CSC 357 Programming Assignment 1
sgrep -- A Simplified Version of Grep
-- REVISED --



ISSUED: Monday, 2 April 2007
DUE: On or before 11:59:59PM Wednesday 11 April, via handin on falcon/hornet
POINTS POSSIBLE: 100
WEIGHT: 5% of total class grade
READING: Lecture Notes Weeks 1 and 2, K&R Chapters 1-4 and 7, selected parts of Stevens,
various cited man pages

Specification

The deliverable for this assignment is a simplified version of the very useful grep utility. The program is called "sgrep", for "simple grep".

The following are excerpts from the grep man page that describe the functionality relevant to sgrep:

NAME
     grep - search a file for a pattern

SYNOPSIS
     grep [-iln] regular-expression [filename...]

DESCRIPTION

     The grep utility searches text files for a pattern and prints all lines
     that contain that pattern.  If no files are specified, grep assumes
     standard input. Normally, each line found is copied to standard output.
     The file name is printed before each line found if there is more than one
     input file.

     Be careful using the characters $, *, ., [, ], and ^ in the patternlist
     because they are also meaningful to the shell.  It is safest to enclose
     the entire patternlist in single quotes '...'.

     The grep utility uses limited regular expressions like those described on
     the regexp(5) manual page to match the patterns.

OPTIONS
     The following options are supported

     -i   Ignores upper/lower case distinction during comparisons.

     -l   Prints only the names of files with matching lines, separated by
          NEWLINE characters.  Does not repeat the names of files when the
          pattern is found more than once.

     -n   Precedes each line by its line number in the file (first line is 1).

The regular expression argument is a form of generalized pattern that provides flexibility in searching through files. For example, the regular expression "T.*e" matches all strings that start with the letter "T" and end with the letter "e", such as "The", "These", "There".
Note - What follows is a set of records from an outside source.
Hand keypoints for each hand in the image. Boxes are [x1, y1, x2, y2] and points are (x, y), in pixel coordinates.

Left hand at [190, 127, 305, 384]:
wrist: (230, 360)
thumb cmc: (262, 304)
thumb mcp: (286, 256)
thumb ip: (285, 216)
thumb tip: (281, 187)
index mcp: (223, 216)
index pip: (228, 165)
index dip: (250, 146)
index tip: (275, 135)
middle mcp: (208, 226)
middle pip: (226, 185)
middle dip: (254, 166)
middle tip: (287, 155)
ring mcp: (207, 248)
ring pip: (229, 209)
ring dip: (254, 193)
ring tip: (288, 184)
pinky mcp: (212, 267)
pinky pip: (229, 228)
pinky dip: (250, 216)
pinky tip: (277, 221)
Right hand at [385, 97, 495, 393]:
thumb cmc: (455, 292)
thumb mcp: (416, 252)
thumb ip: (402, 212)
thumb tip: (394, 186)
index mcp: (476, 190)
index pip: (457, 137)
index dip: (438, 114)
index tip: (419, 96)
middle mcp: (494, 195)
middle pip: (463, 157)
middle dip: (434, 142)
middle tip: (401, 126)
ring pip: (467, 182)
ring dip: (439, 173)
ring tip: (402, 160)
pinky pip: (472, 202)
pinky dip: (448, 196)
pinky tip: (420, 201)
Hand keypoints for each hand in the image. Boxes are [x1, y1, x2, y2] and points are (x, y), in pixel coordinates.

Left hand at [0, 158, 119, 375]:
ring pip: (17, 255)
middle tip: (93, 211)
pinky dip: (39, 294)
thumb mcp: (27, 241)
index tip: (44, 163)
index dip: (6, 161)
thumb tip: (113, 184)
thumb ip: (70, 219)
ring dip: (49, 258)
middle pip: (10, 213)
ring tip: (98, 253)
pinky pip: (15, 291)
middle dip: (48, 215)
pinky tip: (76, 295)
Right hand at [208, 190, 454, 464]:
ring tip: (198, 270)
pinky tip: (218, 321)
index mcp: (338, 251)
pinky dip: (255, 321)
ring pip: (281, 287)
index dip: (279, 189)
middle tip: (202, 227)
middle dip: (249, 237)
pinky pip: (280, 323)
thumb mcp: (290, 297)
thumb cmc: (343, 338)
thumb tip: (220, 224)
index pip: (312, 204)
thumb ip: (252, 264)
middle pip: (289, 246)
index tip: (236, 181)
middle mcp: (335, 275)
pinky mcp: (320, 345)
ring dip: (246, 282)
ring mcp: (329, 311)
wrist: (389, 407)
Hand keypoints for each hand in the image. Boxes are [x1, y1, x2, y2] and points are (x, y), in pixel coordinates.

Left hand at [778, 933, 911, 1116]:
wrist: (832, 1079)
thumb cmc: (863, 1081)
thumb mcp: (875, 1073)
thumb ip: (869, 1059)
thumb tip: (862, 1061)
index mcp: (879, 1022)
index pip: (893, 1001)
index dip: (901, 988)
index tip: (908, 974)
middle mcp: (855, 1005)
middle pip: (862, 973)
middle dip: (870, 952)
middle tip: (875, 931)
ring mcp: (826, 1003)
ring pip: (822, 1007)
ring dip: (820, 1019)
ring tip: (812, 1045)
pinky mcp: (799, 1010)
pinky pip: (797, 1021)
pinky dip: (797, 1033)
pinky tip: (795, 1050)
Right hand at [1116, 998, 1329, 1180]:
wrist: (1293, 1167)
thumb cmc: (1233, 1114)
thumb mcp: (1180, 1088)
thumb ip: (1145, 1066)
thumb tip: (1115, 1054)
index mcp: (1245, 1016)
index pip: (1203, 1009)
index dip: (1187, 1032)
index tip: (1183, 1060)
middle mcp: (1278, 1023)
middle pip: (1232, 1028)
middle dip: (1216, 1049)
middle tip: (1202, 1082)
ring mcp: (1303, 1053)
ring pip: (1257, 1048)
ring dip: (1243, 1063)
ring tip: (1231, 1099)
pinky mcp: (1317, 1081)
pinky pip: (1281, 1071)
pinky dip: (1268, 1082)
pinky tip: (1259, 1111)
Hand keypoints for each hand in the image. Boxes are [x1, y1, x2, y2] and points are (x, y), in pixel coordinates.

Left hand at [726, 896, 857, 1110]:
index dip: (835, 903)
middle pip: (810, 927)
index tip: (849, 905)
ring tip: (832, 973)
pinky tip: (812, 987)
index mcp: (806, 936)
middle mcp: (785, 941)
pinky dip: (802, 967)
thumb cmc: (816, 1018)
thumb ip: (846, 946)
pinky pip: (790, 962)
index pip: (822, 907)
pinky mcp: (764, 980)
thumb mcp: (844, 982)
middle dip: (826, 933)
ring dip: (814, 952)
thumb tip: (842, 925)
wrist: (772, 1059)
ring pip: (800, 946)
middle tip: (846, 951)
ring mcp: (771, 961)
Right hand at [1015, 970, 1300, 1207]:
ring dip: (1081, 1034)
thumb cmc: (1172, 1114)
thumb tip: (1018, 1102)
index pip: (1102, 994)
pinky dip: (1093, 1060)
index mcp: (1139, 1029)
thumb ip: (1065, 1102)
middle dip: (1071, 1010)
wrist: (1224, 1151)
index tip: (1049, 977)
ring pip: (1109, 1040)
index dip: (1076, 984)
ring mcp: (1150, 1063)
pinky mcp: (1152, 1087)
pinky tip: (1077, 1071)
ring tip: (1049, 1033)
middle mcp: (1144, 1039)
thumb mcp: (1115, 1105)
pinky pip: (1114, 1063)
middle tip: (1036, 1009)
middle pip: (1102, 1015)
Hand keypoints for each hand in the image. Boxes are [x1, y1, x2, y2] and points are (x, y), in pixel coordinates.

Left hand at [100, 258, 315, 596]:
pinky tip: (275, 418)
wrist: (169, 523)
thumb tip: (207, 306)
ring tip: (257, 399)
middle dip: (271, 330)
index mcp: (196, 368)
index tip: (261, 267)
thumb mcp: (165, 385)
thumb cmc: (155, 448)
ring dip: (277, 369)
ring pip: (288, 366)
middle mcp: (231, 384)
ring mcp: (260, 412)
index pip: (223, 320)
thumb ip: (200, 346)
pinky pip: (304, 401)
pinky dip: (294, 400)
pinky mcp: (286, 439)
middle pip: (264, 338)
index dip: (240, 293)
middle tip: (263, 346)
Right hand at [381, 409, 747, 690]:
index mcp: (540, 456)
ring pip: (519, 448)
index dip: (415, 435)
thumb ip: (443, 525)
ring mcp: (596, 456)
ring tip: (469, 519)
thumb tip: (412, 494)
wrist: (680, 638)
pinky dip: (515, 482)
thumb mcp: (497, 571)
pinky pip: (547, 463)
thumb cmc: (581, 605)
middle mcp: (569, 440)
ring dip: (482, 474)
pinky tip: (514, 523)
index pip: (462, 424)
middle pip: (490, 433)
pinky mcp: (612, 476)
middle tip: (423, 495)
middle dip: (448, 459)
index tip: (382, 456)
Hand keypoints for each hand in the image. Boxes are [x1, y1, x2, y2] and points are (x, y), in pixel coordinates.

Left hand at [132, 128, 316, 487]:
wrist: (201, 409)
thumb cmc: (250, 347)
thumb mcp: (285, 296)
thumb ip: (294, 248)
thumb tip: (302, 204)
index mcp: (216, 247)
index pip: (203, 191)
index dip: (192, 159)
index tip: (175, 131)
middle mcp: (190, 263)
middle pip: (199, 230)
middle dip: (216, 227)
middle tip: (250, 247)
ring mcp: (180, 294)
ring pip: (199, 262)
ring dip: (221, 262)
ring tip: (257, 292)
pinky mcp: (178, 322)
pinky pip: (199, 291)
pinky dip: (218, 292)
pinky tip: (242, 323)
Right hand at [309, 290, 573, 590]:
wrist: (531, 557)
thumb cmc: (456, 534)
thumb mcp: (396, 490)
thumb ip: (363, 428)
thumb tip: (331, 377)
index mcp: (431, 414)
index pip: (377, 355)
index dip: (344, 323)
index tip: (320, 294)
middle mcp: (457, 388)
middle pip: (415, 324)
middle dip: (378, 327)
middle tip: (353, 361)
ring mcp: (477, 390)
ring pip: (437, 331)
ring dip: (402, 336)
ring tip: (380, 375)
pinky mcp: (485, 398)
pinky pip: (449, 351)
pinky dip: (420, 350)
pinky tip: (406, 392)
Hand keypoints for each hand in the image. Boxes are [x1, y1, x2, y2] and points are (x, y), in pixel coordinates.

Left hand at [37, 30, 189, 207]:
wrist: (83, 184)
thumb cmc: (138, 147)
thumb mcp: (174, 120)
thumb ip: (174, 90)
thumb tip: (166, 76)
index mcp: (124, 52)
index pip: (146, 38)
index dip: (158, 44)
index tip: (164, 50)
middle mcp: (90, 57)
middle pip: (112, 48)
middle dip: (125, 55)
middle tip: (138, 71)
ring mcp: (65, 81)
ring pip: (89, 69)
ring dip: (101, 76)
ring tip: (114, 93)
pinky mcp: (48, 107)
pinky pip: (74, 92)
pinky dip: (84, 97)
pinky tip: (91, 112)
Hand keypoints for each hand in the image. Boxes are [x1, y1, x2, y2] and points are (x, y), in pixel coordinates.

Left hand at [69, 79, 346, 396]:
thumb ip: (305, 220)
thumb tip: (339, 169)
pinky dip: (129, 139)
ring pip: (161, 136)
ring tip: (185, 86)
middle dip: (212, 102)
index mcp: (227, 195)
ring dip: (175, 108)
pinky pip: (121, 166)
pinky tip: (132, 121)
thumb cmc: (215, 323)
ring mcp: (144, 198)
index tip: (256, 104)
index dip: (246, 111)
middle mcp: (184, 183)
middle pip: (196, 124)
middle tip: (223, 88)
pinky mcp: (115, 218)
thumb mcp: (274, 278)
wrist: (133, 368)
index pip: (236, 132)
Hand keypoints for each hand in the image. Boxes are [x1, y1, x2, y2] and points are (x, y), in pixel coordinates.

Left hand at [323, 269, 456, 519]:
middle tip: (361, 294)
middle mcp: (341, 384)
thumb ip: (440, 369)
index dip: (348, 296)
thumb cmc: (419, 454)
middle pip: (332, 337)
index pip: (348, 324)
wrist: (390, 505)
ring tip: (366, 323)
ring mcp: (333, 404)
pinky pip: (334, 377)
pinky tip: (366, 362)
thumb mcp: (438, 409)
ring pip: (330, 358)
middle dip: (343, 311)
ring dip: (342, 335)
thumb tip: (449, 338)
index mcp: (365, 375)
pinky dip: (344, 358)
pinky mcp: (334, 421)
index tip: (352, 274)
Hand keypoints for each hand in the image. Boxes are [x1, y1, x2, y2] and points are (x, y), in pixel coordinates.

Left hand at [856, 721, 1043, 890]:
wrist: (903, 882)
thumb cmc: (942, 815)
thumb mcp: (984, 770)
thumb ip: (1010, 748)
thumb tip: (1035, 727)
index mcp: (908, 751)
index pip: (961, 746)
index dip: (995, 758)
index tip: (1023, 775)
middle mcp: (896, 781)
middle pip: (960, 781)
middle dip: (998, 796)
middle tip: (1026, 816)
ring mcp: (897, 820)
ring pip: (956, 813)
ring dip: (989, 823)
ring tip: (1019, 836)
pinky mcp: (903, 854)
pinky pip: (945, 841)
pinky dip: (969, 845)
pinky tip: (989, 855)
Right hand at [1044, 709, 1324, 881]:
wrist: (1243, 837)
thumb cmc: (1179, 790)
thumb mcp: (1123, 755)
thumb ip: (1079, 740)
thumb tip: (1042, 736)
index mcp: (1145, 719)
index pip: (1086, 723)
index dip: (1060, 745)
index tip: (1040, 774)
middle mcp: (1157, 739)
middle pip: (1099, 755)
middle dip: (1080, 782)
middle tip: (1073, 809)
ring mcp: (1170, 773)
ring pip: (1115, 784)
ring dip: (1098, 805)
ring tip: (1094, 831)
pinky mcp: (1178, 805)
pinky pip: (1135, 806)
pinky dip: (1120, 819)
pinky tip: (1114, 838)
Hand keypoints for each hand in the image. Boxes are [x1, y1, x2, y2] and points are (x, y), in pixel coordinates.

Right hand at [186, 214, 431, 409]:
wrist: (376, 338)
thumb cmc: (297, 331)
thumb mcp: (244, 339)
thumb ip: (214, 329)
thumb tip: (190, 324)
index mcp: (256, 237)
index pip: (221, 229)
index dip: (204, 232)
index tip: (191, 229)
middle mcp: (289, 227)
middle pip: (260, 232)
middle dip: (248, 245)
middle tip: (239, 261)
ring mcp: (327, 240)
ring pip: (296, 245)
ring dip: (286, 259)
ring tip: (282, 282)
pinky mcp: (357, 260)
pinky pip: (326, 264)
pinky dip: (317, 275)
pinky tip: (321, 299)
The sgrep program uses a simplified subset of the regular expressions recognized by grep. The following are excerpts from the regexp man page that describe the structure of regular expressions handled by sgrep:

DESCRIPTION

     A regular expression specifies a set of character strings. A member of
     this set of strings is said to be matched by the regular expression. Some
     characters have special meaning when used in a regular expression; other
     characters stand for themselves.

     The following characters have special meaning in a regular expression:
         .   *   ^   $   [   ]
     All other characters match themselves.

     A period (.) is a one-character RE that matches any character except
     newline.

     A one-character RE followed by an asterisk (*) is a RE that matches 0 or
     more occurrences of the one-character RE.  If there is any choice, the
     longest leftmost string that permits a match is chosen.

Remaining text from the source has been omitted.